What we have written, in my judgment, disposes of this case; but I am not prepared to say that the doctrine of the Prosser case, if sound (which may be doubted), is applicable to a case of this character. An action will not lie against the city to recover moneys paid on a tax before it has been reversed or set aside, unless it would lie against the assessors individually. The exemption given to soldiers and their dependents should be fully maintained and rendered effectual. But it is not imposing any unreasonable burden on such persons to require them to make claim and proof of the exemption to the taxing officers. Assessors may by inquiry discover who are the inhabitants of the town, and to what use real property therein is put. It may be that they could also find out whether a particular person, otherwise the subject of assessment, was a minister of the gospel or not. But they have no power of divination, and I am at a loss to see how they can evolve from their inner consciousness, without notice or proof aliunde, a determination whether any particular property has been bought with pension moneys, in whole or part, and if in part what part.
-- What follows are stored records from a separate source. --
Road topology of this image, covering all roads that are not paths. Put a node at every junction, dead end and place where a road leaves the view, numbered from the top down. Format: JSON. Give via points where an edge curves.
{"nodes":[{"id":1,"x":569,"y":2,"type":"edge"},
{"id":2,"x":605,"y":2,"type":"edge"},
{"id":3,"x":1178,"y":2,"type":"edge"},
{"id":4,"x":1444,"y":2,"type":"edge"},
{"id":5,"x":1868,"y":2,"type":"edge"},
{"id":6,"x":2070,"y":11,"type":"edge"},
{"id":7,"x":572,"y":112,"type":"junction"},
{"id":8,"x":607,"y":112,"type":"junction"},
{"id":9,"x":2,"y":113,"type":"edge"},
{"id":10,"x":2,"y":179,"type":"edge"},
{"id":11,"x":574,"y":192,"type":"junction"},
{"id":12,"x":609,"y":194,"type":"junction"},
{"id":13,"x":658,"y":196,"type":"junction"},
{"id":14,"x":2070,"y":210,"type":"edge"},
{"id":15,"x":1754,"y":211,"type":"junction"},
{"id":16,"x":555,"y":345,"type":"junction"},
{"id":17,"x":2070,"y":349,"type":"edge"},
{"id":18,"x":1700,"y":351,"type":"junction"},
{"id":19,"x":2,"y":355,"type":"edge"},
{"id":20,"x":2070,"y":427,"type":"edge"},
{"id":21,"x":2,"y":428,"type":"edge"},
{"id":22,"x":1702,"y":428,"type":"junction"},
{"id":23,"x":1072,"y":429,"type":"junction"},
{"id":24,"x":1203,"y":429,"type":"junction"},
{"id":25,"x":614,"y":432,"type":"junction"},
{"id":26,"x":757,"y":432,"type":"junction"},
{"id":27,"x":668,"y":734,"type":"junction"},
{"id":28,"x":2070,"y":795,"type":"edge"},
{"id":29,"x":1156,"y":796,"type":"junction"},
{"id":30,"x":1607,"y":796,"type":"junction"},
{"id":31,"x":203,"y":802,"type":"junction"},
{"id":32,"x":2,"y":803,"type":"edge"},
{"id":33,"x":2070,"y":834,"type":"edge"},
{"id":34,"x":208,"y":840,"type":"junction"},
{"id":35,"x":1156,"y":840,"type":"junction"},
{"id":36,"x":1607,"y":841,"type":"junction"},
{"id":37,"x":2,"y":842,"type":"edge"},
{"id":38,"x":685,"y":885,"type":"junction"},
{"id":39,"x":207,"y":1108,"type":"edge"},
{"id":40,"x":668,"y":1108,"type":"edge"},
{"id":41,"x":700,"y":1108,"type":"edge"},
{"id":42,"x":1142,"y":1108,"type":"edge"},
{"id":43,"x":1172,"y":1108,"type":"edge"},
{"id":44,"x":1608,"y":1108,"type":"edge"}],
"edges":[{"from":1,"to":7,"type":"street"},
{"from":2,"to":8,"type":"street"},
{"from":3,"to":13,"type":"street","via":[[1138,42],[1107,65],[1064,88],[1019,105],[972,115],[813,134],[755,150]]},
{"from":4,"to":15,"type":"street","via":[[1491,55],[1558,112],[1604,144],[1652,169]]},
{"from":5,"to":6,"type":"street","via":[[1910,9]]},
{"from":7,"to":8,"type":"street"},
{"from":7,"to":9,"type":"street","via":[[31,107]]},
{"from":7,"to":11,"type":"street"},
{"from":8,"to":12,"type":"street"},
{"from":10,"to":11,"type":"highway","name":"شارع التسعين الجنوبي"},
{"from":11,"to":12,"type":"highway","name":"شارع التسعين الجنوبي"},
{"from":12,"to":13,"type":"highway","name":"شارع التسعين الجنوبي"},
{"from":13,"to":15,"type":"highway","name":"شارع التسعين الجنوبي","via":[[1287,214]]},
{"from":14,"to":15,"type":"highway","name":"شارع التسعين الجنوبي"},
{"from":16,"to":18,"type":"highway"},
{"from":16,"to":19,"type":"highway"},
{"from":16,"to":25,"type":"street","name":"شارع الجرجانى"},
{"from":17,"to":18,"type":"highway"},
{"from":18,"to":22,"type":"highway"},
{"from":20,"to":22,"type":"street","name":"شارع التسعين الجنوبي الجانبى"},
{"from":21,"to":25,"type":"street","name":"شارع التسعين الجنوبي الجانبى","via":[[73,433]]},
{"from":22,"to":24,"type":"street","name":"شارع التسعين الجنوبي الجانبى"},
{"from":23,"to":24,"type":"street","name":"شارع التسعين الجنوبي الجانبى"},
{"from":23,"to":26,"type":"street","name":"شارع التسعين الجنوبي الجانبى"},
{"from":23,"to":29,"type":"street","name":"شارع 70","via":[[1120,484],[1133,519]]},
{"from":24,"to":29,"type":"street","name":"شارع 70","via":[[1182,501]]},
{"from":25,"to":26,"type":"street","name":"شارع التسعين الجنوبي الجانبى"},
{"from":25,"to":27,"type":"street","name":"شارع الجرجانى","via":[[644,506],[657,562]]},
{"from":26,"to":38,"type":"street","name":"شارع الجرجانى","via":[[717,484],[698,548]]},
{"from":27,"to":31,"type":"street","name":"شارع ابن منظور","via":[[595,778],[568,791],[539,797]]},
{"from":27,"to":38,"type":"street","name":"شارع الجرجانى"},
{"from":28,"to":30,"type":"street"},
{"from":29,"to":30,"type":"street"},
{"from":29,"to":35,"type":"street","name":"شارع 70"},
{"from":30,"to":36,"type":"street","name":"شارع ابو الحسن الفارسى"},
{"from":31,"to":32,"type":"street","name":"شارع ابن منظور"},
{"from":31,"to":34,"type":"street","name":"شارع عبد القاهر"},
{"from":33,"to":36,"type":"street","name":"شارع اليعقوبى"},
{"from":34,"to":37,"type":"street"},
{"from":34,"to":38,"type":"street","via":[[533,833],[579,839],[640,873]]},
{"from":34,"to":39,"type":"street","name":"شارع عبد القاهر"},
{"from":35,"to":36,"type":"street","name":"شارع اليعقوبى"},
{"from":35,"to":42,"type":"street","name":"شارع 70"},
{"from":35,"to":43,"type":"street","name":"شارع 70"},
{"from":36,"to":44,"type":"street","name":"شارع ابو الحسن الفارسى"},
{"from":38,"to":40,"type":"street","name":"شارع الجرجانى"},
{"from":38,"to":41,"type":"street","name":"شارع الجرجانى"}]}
The judgment appealed from should be reversed, and as it will be impossible for the plaintiff to succeed on a new trial, the complaint should be dismissed. The action has been brought in equity, and the costs are in our discretion. We think that, under the circumstances, the dismissal of the complaint should be without costs.

All concurred, except GOODRICH, P.J., who dissented, and read for affirmance.


I am compelled to differ with my associates in respect to the decision of this appeal.

The plaintiff brings her action to set aside and restrain the collection of taxes imposed upon the premises 46 and 48 Vineyard avenue, Yonkers, in the years 1893, 1894 and 1895, and of certain assessments for local improvements, and also to set aside and recover back taxes imposed upon the property for the years 1889, 1890, 1891 and 1892, all of which latter were paid by her. The plaintiff is the widow of an honorably discharged soldier of the war of the rebellion who died in January, 1884. As such widow she received a pension in April, 1889, such pension commencing at the death of her husband, so that she received for back pension the sum of $1,200. In August, 1889, she purchased the premises in question for $3,200, paying in cash the amount received for the back pension, $1,200, and assuming a $2,000 mortgage. This property she occupies as her home. Thus it is evident that the entire amount paid by her in cash was her back pension money.

Section 1393 of the Code of Civil Procedure reads as follows: "The pay and bounty of a non-commissioned officer, musician or private in the military or naval service of the United States or the State of New York; a land warrant, pension or other reward heretofore or hereafter granted by the United States, or by a State, for military or naval services; a sword, horse, medal, emblem or devise of any kind presented as a testimonial for services rendered in the military or naval service of the United States or a State; and the uniform, arms and equipments which were used by a person in that service, are also exempt from levy and sale, by virtue of an execution, and from seizure for non-payment of taxes, or in any other legal proceeding."

In Yates Co. Nat. Bank v. Carpenter ( 119 N.Y. 550) RUGER, Ch. J., writing the opinion, it was held that where a pensioner who had a wife and family, purchased a house and lot for his home, paying a portion of the purchase price out of the proceeds of a pension certificate, and giving a mortgage on the premises to secure the balance, the premises were exempt from sale on execution. By the Revised Statutes (1 R.S. [8th ed.] 388) all property exempt from execution is also exempt from taxation.

In the case of People ex rel. Scott v. Williams (27 N Y Supp. 23) it was held (BRADLEY, J.) that property purchased with pension money granted to a widow for her husband's services, stood upon the same plane as pension money granted to the soldier, and was equally exempt from taxation.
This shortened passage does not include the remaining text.